Keywords

1 Introduction

Complex machine learning problems that have been intractable in the past are now being solved using deep neural networks performing fast computations on parallel hardware [9,10,11, 15, 20]. Standard neural networks eventually perform a piecewise, almost linear approximation of the function or pattern that is to be learned [8, 13, 14, 16, 18, 19, 21]. This limits extrapolation of nonlinear relationships into areas of the feature space that are not covered by the training data. However, in many applications, extrapolating and making predictions from data is exactly what is required. In the past, solutions of this problem have been sought by nonlinearily transforming the data implicitly or explicitly into a higher dimensional space [5, 17] or by adding nonlinear units to the network representing terms of higher-order polynomials [4]. The disadvantage is that either the basis of this nonlinear space or a nonlinear kernel has to be provided beforehand. Alternatively, it would have to be adapted to the problem at hand by considering an exponentially increasing repertoire of combinatorial combinations of them, leading quickly to a computationally intractable situation.

In this paper, we follow a different approach: We expand the algebraic capabilities of the neural network by integrating input multiplication at the operational level through product units [6, 12], representing a computational multiplicatory analogon to the classical summation unit, the McCulloch Pitts neuron (McP) [13] (see Fig. 1a–b). We combine the output of several product units by means of a classical summation unit into a generalized algebraic operations network (GAON) (see Fig. 1c), which then can be used to build larger networks (see Fig. 1d).

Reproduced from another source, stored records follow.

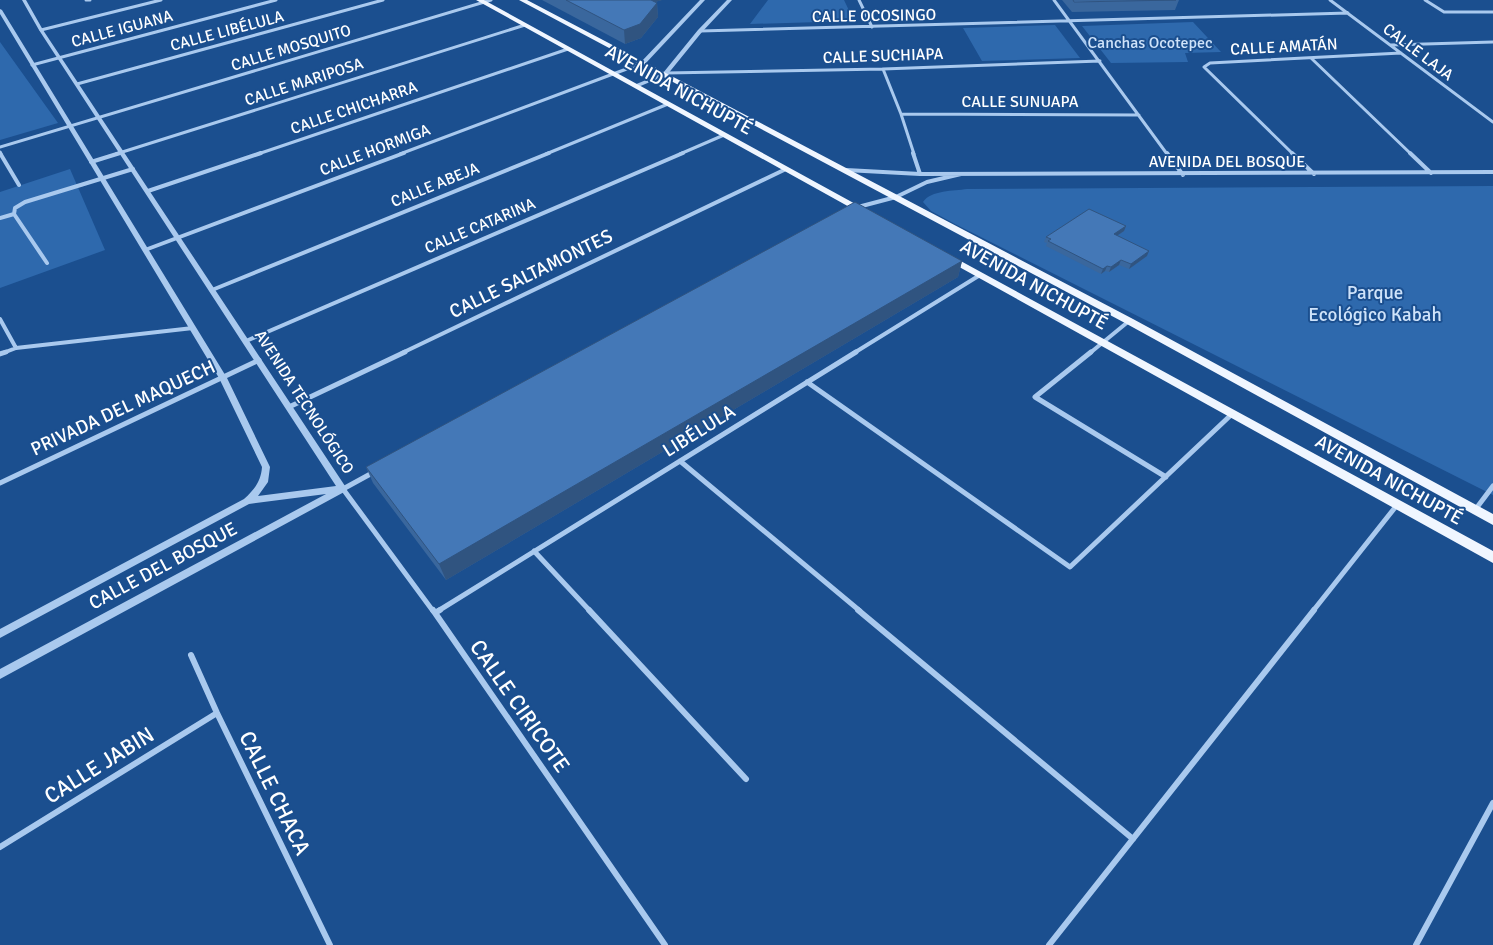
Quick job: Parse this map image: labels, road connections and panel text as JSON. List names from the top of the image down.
{
  "streets": {
    "main road": ["AVENIDA NICHUPTÉ"],
    "street": [
      "CALLE OCOSINGO",
      "CALLE IGUANA",
      "CALLE LIBÉLULA",
      "CALLE AMATÁN",
      "CALLE MOSQUITO",
      "CALLE LAJA",
      "CALLE SUCHIAPA",
      "CALLE MARIPOSA",
      "CALLE SUNUAPA",
      "CALLE CHICHARRA",
      "CALLE HORMIGA",
      "AVENIDA DEL BOSQUE",
      "CALLE ABEJA",
      "CALLE CATARINA",
      "CALLE SALTAMONTES",
      "AVENIDA TECNOLÓGICO",
      "PRIVADA DEL MAQUECH",
      "LIBÉLULA",
      "CALLE DEL BOSQUE",
      "CALLE CIRICOTE",
      "CALLE JABIN",
      "CALLE CHACA"
    ]
  },
  "crossings": [
    ["CALLE OCOSINGO", "CALLE LAJA"],
    ["CALLE IGUANA", "AVENIDA TECNOLÓGICO"],
    ["CALLE LIBÉLULA", "AVENIDA TECNOLÓGICO"],
    ["CALLE AMATÁN", "CALLE LAJA"],
    ["CALLE AMATÁN", "AVENIDA DEL BOSQUE"],
    ["CALLE MOSQUITO", "AVENIDA NICHUPTÉ"],
    ["CALLE MOSQUITO", "AVENIDA TECNOLÓGICO"],
    ["CALLE SUCHIAPA", "AVENIDA NICHUPTÉ"],
    ["CALLE MARIPOSA", "AVENIDA NICHUPTÉ"],
    ["CALLE MARIPOSA", "AVENIDA TECNOLÓGICO"],
    ["AVENIDA NICHUPTÉ", "CALLE CHICHARRA"],
    ["AVENIDA NICHUPTÉ", "CALLE HORMIGA"],
    ["AVENIDA NICHUPTÉ", "AVENIDA DEL BOSQUE"],
    ["AVENIDA NICHUPTÉ", "CALLE ABEJA"],
    ["AVENIDA NICHUPTÉ", "CALLE CATARINA"],
    ["AVENIDA NICHUPTÉ", "CALLE SALTAMONTES"],
    ["AVENIDA NICHUPTÉ", "LIBÉLULA"],
    ["CALLE CHICHARRA", "AVENIDA TECNOLÓGICO"],
    ["CALLE HORMIGA", "AVENIDA TECNOLÓGICO"],
    ["CALLE ABEJA", "AVENIDA TECNOLÓGICO"],
    ["CALLE CATARINA", "AVENIDA TECNOLÓGICO"],
    ["CALLE SALTAMONTES", "AVENIDA TECNOLÓGICO"],
    ["AVENIDA TECNOLÓGICO", "PRIVADA DEL MAQUECH"],
    ["AVENIDA TECNOLÓGICO", "CALLE DEL BOSQUE"],
    ["AVENIDA TECNOLÓGICO", "CALLE CIRICOTE"],
    ["LIBÉLULA", "CALLE CIRICOTE"],
    ["CALLE DEL BOSQUE", "CALLE CIRICOTE"],
    ["CALLE JABIN", "CALLE CHACA"]
  ],
  "parks": ["Canchas Ocotepec", "Parque Ecológico Kabah"]
}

Product units have been first introduced in the past to learn the higher-order input combinations of nonlinear problems such as the parity problem [6, 12]. However, for the rather simple networks investigated in these studies, difficulties were arising when using backpropagation to train those networks. For example, it was reported that the parity-8 problem could not be trained using backpropagation [12]. In that particular case, the neural network consisted of a single product unit. It was assumed that the solution space for product units is too convoluted, giving rise to many local minima. Weight initialization turned out to be especially difficult for product-unit networks. This discouraging result probably explains why the idea of product-unit neural networks was not taken much further in the following years.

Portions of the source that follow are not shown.